THE PROBLEM >>
What is needed here is each entry reproduced exactly, without its pictures.

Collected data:
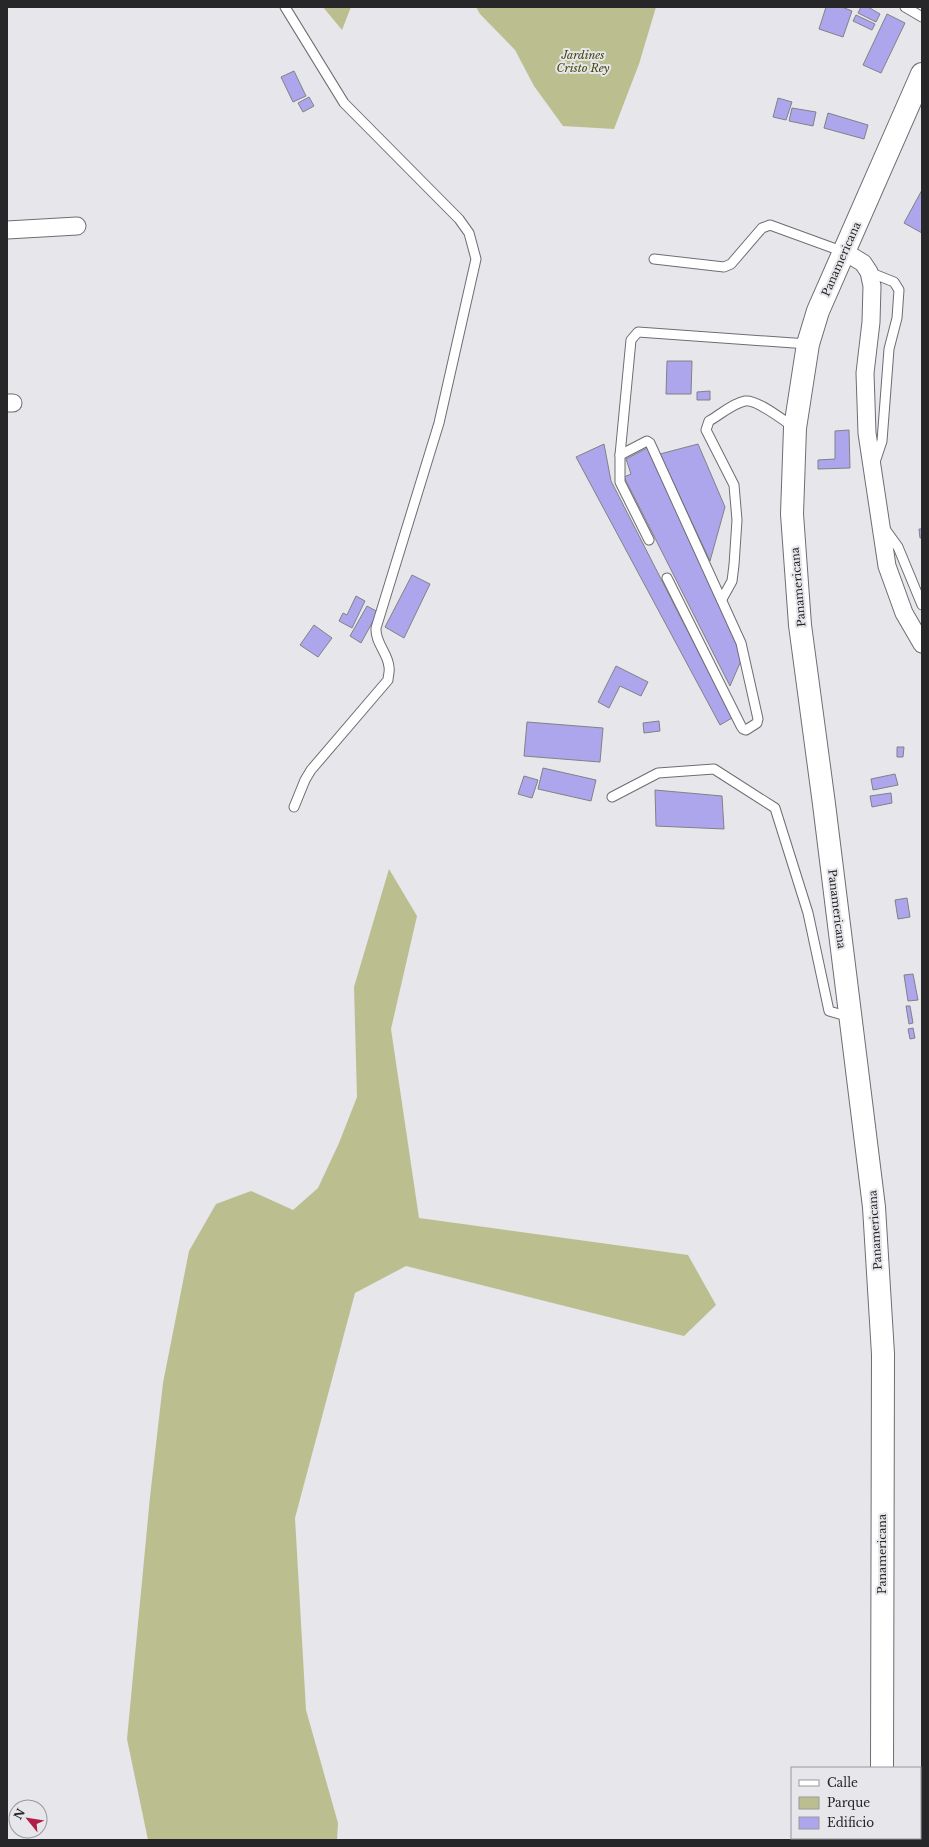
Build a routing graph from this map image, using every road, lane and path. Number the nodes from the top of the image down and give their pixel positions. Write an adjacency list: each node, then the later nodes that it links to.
1 (286, 7): 21 (lane)
2 (905, 7): 3 (lane)
3 (922, 17)
4 (922, 74): 7 (main road, Panamericana)
5 (76, 226): 6 (street)
6 (7, 230)
7 (845, 252): 8 (lane); 9 (street); 10 (main road, Panamericana)
8 (654, 259)
9 (869, 272): 13 (street); 13 (lane)
10 (808, 344): 11 (main road, Panamericana); 12 (lane)
11 (795, 428): 17 (lane); 22 (main road, Panamericana)
12 (620, 455): 15 (lane); 17 (lane)
13 (872, 468): 14 (street)
14 (880, 521): 18 (lane); 19 (street)
15 (649, 540)
16 (667, 578): 17 (lane)
17 (722, 599)
18 (922, 605)
19 (922, 644)
20 (612, 797): 22 (lane)
21 (294, 807)
22 (851, 1017): 23 (main road, Panamericana)
23 (882, 1767)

THE COMPLETED TASK >>
Build a routing graph from this map image, using every road, lane and path. Number the nodes from the top of the image down and give their pixel positions. Write an adjacency list: each node, then the later nodes that it links to.
1 (286, 7): 21 (lane)
2 (905, 7): 3 (lane)
3 (922, 17)
4 (922, 74): 7 (main road, Panamericana)
5 (76, 226): 6 (street)
6 (7, 230)
7 (845, 252): 8 (lane); 9 (street); 10 (main road, Panamericana)
8 (654, 259)
9 (869, 272): 13 (street); 13 (lane)
10 (808, 344): 11 (main road, Panamericana); 12 (lane)
11 (795, 428): 17 (lane); 22 (main road, Panamericana)
12 (620, 455): 15 (lane); 17 (lane)
13 (872, 468): 14 (street)
14 (880, 521): 18 (lane); 19 (street)
15 (649, 540)
16 (667, 578): 17 (lane)
17 (722, 599)
18 (922, 605)
19 (922, 644)
20 (612, 797): 22 (lane)
21 (294, 807)
22 (851, 1017): 23 (main road, Panamericana)
23 (882, 1767)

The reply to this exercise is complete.